Glaser: If the existing home sale inventories aren't growing, are homebuilders stepping into that void? Are we seeing big increases in new home construction?

Johnson: Absolutely. There the inventories are--and again, we got a report on new home sales this week--and inventories there are up about 10% year over year and lo and behold, guess what, new home sales are actually up about 11%. So, whether the inventories driving sales or the other way around, I'm going to stay out of that debate. But nevertheless, where we've got high inventories, we've also had some pretty darn good growth rates. That's a very important part of GDP. But unfortunately, there's about 10 times as many existing home transactions per year as there are new home sales. So, again, it's not as a big a difference as one might hope.

Glaser: Looking at building permits, anything that sticks out there?

Johnson: Yeah. Now, we got the building permits last year and we always like to triangulate around those, around the new home sales and existing home sales data. On the permits data, on the single-family side, we're up about 6.3% year over year, which is quite a bit lower than the 11% I had talked about earlier.

Why is that? Well, the new home sales report only includes sales of tract homes, the big projects, if you will. It doesn't include if you build, if you contract with a builder to build a home or a builder builds a couple on spec on a few lots that he has. That doesn't count in the new home sales, but it counts in the single-family permits data. And clearly, that's an area that's not growing quite as fast, but still at 7% it beats the heck out of existing homes still.

Glaser: And there are some signs in multifamily that that could be slowing?

Johnson: Multifamily has been having some issues for a time. It had a great run. The demographics really favored apartments. And for a while we had some real shortages, some big price increases, and I think the builders really stepped in where they could and built those numbers up a little bit. And now, I think, at the high end, there's some oversupply there, and clearly, the permits on the multifamily are about flat year over year now. So, that's a category that's been a big adder to the economy that will no longer be contributing nearly as much.

Glaser: What's happening with pricing?

Johnson: We got some data on pricing from FHFA again today. Again, we don't worry too much about the month-to-month data, but we are up 6% again year over year which we've been doing for some time.
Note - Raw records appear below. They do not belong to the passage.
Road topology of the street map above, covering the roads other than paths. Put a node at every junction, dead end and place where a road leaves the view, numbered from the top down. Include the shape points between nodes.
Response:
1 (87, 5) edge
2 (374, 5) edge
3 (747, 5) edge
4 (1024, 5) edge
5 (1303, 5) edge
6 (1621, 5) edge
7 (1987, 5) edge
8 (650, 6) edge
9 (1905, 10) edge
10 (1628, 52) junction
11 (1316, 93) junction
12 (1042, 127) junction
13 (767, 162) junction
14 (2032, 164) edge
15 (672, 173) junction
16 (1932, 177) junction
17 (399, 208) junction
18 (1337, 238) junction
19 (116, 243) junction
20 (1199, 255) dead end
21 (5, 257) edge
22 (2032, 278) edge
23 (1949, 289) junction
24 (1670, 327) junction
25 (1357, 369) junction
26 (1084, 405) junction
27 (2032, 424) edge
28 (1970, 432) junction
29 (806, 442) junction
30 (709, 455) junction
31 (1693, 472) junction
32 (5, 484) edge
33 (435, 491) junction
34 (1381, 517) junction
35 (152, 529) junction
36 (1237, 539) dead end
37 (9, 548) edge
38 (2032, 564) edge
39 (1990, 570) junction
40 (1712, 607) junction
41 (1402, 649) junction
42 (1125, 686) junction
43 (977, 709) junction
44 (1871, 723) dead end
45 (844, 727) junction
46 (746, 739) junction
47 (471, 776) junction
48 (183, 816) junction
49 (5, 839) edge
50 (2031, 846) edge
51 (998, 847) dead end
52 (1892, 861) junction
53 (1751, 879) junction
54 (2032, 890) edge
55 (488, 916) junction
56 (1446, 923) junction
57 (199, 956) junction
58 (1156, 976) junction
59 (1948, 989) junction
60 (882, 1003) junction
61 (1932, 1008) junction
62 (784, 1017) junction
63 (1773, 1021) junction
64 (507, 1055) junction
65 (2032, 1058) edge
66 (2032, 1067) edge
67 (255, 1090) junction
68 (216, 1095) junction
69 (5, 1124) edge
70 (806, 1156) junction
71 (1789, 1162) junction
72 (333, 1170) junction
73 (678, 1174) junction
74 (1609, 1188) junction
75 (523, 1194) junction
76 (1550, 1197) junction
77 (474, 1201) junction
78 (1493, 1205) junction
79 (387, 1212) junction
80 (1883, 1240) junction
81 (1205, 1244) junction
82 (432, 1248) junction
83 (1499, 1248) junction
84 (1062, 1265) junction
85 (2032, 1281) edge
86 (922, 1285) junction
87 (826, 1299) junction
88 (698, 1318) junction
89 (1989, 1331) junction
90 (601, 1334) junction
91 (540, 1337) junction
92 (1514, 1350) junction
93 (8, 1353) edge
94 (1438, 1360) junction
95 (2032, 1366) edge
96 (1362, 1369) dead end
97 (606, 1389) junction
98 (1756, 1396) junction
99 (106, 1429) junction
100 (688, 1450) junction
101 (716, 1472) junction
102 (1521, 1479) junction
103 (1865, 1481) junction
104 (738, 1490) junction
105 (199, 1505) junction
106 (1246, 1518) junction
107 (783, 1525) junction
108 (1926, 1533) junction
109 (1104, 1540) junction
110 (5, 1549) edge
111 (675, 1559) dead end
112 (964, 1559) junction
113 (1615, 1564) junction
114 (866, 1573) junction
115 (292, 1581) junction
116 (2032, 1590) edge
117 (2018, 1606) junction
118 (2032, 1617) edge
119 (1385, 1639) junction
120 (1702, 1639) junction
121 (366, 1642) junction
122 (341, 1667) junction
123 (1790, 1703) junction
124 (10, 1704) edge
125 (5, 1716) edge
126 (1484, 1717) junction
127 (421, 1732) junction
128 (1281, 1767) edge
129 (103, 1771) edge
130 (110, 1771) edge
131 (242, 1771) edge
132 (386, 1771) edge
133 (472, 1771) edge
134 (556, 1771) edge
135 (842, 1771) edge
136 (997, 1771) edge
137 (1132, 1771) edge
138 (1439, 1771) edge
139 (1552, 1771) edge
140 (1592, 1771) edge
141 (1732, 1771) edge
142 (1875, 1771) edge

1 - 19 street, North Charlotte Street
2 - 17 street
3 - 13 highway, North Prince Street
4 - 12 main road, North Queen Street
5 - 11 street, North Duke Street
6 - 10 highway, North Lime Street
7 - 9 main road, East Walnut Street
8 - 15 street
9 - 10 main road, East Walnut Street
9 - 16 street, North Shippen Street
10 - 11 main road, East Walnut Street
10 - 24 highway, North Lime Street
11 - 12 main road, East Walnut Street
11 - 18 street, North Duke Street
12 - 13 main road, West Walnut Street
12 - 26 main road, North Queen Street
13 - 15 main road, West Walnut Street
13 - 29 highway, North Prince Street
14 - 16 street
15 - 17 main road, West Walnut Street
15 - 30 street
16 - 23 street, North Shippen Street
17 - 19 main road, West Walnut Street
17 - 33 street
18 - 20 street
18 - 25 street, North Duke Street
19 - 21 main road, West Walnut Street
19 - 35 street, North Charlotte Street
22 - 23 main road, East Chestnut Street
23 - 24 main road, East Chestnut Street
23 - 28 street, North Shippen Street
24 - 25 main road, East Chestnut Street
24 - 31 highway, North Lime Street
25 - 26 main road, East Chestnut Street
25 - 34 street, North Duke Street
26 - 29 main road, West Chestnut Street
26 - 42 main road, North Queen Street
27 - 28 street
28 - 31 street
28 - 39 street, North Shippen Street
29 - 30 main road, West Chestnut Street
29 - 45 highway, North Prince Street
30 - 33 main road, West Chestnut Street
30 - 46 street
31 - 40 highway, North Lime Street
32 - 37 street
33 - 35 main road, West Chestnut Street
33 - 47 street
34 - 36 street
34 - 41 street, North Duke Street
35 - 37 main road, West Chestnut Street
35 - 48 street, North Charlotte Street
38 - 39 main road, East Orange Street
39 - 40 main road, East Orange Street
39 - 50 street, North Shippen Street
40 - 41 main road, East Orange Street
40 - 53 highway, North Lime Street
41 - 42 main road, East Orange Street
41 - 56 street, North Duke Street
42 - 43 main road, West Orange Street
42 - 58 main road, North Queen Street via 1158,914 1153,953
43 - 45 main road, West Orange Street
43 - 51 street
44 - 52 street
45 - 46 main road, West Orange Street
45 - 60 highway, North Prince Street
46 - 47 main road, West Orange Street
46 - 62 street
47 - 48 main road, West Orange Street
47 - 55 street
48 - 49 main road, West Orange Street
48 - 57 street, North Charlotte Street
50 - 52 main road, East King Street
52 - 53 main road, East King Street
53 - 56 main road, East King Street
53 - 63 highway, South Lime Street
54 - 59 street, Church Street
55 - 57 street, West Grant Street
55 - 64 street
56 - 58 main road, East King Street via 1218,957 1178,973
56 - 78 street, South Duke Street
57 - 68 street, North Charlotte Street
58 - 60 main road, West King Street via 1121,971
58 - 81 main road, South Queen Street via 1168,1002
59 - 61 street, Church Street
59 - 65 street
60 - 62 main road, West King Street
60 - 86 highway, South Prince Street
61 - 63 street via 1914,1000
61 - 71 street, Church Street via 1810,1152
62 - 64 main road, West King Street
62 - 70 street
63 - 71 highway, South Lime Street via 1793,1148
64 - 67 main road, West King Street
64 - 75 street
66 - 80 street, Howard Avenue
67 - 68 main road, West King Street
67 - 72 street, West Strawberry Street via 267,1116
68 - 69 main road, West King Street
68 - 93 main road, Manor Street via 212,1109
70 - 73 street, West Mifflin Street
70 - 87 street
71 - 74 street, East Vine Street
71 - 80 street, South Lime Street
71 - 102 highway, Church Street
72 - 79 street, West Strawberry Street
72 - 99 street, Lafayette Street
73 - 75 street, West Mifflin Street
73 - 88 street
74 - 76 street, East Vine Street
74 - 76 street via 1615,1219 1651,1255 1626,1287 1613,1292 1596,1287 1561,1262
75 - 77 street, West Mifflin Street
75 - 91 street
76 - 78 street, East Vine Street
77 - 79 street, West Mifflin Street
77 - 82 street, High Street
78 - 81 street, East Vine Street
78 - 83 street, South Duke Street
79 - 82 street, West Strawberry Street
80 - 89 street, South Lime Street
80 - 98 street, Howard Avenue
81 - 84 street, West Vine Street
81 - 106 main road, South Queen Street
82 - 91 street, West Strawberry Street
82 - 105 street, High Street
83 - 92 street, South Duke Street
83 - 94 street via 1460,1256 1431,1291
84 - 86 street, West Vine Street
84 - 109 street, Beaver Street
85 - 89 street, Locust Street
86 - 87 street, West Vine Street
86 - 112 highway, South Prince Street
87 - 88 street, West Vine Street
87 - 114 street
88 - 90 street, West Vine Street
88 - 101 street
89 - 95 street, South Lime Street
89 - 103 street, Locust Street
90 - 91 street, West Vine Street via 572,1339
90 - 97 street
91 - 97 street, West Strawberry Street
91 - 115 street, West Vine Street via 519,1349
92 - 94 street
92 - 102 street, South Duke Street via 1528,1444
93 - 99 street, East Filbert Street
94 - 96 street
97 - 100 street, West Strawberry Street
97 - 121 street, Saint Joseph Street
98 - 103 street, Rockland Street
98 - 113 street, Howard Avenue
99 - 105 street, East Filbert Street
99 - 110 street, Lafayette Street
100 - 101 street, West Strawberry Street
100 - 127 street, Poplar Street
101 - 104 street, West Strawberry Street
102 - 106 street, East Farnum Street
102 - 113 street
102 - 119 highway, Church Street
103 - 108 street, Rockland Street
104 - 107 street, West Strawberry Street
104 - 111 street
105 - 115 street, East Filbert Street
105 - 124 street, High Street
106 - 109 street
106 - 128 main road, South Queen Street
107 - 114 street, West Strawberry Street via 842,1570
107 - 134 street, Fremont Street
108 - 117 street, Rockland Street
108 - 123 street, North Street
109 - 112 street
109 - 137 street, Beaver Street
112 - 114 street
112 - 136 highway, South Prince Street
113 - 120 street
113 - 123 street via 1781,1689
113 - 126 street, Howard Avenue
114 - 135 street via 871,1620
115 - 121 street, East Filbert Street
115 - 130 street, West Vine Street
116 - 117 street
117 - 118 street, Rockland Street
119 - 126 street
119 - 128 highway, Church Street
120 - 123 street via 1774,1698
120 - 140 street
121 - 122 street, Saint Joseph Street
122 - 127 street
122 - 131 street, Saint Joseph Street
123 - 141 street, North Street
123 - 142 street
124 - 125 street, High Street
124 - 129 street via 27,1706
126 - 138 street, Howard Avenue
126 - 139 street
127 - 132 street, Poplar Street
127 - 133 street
The problem with that 6% price increase, for a while we're, kind of, we're cheerleaders and we love that number because it got everybody's equity up and it let people get out from underwater mortgages, it brought the financial system back. But now, if we keep growing 6%, 7% in terms of real estate prices every year, that's going to destroy affordability and put another roadblock in front of increasing housing. So, I don't obviously want to see those collapse, but I'd certainly rather see 4% or 5% home price growth, something that looks more like income growth than 6%, which clearly every time we go up another 6%, it means it's less affordable because the incomes are only going up 4%.

Glaser: Final piece of data here is on home improvement. Are people who are staying in their homes investing in them?

Johnson: That's been one of our big thesis and our big hopes. And frankly, some of the data seems to support that. I mean, we've had good news out of most of the building material store stocks and certainly, that's been good news. But if you look at the official government data and in terms of improvements, it's only up about 2.5% year over year in the first quarter, so not growing as fast as any of the major new home sales categories.

So, that's a little surprising. I mean, if people are kind of stuck in their home because they can't find something else, you think they would be remodeling a little bit more. Now, we did have a big correction in the data about a year, and I'm wondering if that's still filtering through the system a little bit. They were having some measurement issues at the government with this category. But I'm still surprised that it's not doing any better.

Glaser: Bob, thanks for the updates today.

Johnson: Thank you.

Glaser: For Morningstar, I'm Jeremy Glaser. Thanks for watching.